カカシの言葉においろけの術で変化したナイスバディのナルトが腰をくねらせて不満を漏らす。
後ろの方でナルトに同意を示す、サスケの舌打ちも聞こえた。

「ばぁか。お前はそればっかりだろ?もっと多種多様な人物になれないと変化の意味ないデショ」

そう言いながらカカシは3人に何枚かずつ紙を配る。
全く相手にされなかったナルトはすごすごと元の姿に戻って紙を受け取った。

「…何するんだ?」

修行との関連性がわからず、受け取った白紙の紙にサスケの眉間のシワが増える。

「それに変化するものを書いてこの箱に入れろ。何でもいいぞ?」

何処からか出してきたのか、箱をカカシは3人の目の前に置いた。

「で、各自引き当てたものに変化してもらう。何が出てくるかはお楽しみ」

くじ引きの要領らしい。
なにやら遊びに似た修行に、サクラとナルトの2人はかなり乗り気になったようだ。
競って何かを書き込んでは箱へとねじ込んでいく。
とりあえず、サスケも一枚だけ書いた。

「よし。もういいデショ。順番に引け」
「はいはいはーい!オレからだってばよ!!」

片手を突っ込んでごそごそとかき回す。
引き当てた紙を広げ、ナルトは書かれた文字を目で追った。

「4人の子持ちのお父さん…ってなんだよ、おい」

サクラとサスケも各々の手元を見つめて呟く。

「10歳年くった自分?…それって変化なの?」
「…金髪の看護婦。ハタチ。サイズは上から87、54,87・・・誰だ?こんなの書いた奴はッ!」

握りこぶしを震わせながらサスケは当然のようにカカシを睨んだ。
誰だ?と問いかけるも、犯人など一人しかいない。
あらかじめこっそり紛れ込ませてあったのだろう。

「お!サスケ、当たりを引いたな。修行だからねー。文句言わないでさっさと変化するように」

にこやかな笑顔を浮かべたカカシの声にしぶしぶ3人とも変化に取り掛かる。
現れたそれぞれに、早速カカシが採点をはじめた。

「ナルト…それじゃ、『お父さん』じゃなくて『おじいちゃん』だぞ?…48点」

がっくりと肩を落としたナルトが元の姿に戻る。

「しょうがないってばよぅ。
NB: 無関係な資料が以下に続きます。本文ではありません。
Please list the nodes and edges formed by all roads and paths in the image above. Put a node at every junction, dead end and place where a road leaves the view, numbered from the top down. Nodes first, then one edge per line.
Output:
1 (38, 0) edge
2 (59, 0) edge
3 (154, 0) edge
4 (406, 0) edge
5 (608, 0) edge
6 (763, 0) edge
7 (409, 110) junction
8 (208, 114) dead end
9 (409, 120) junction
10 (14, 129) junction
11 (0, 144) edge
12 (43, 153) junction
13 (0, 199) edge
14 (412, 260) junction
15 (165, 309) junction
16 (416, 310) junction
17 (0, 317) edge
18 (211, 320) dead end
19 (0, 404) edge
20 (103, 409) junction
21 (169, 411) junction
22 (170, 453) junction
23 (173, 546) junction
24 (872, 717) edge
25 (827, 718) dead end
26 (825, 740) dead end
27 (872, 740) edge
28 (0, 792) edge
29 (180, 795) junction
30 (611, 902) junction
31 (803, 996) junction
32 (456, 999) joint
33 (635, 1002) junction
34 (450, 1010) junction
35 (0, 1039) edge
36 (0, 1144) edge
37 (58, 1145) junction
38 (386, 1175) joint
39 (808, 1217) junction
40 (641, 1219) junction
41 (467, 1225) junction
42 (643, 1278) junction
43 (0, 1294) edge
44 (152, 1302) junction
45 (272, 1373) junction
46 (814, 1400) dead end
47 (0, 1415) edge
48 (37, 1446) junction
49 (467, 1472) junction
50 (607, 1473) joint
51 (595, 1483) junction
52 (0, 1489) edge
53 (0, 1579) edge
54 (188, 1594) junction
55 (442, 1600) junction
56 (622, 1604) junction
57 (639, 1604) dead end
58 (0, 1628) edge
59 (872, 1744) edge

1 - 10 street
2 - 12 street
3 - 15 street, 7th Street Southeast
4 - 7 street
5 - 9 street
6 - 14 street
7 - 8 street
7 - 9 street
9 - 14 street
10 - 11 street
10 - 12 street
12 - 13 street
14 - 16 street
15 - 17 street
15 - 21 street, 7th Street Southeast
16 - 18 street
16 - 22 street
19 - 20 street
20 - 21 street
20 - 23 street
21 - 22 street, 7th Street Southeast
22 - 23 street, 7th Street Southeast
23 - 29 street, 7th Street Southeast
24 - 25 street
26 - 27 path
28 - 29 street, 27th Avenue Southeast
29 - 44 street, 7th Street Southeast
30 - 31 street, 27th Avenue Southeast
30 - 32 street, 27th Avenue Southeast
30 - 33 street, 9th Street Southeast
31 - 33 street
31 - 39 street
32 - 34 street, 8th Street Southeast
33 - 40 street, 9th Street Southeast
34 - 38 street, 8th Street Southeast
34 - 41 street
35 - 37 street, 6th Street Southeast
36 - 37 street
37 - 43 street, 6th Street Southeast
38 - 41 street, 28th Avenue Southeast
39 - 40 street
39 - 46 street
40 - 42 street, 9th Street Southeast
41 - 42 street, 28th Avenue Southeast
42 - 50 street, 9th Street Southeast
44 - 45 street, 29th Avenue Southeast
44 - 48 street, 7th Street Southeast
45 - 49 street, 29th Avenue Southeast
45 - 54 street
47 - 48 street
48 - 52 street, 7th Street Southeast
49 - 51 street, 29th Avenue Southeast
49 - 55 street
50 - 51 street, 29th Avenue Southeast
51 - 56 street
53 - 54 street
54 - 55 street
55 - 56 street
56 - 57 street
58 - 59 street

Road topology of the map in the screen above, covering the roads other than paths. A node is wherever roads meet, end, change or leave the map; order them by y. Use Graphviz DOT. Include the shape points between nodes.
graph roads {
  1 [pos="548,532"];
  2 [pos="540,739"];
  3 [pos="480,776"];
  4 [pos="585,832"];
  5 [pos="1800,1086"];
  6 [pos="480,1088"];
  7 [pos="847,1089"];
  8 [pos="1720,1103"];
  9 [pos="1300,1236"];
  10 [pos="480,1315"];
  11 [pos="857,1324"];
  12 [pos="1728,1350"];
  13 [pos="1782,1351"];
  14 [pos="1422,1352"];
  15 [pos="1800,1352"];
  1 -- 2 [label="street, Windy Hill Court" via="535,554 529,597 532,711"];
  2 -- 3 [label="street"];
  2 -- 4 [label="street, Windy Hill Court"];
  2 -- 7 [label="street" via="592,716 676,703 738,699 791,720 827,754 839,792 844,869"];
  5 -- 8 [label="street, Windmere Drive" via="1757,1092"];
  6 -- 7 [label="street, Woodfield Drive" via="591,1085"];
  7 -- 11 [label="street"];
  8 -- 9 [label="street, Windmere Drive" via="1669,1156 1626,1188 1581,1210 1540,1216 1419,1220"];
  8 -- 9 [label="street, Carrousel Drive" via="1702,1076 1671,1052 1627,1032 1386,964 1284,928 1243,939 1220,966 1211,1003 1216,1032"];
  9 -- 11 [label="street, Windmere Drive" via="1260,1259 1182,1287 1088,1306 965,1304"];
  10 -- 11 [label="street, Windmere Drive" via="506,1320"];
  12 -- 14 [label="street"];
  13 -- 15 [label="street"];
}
おれ、『お父さん』なんて知らねぇし」
「そんな言い訳は聞かなーいよ!日頃の観察力が足りないだけデショ」

カカシの言葉に同情は無く、ナルトはただふくれっつらで応えた。
しかし、下手に哀れみをかけられるより随分と気分が良い。

「サスケ、お前…何を参考に変化してるんだ?まるで看護婦コスのグラビアアイドルじゃないか。オレとしてはもうちょっと清楚な感じがいいな。しかも胸が2センチ足りないぞ?…72点」
「お前の好みなんかどうでもいいんだよ!」

はいはい、とサスケの不平を軽く受け流しながら今度は視線をサクラに移す。

「んー、サクラは…」

カカシの動きが止まった。

「あのー…先生。どこかおかしい?鏡がないからわかんないの。10年後って…多分こんな感じだと思うんだけど」

自分を見つめたまま何も言わないカカシに、サクラは大きなミスがあったのかと不安気な声で訊ねる。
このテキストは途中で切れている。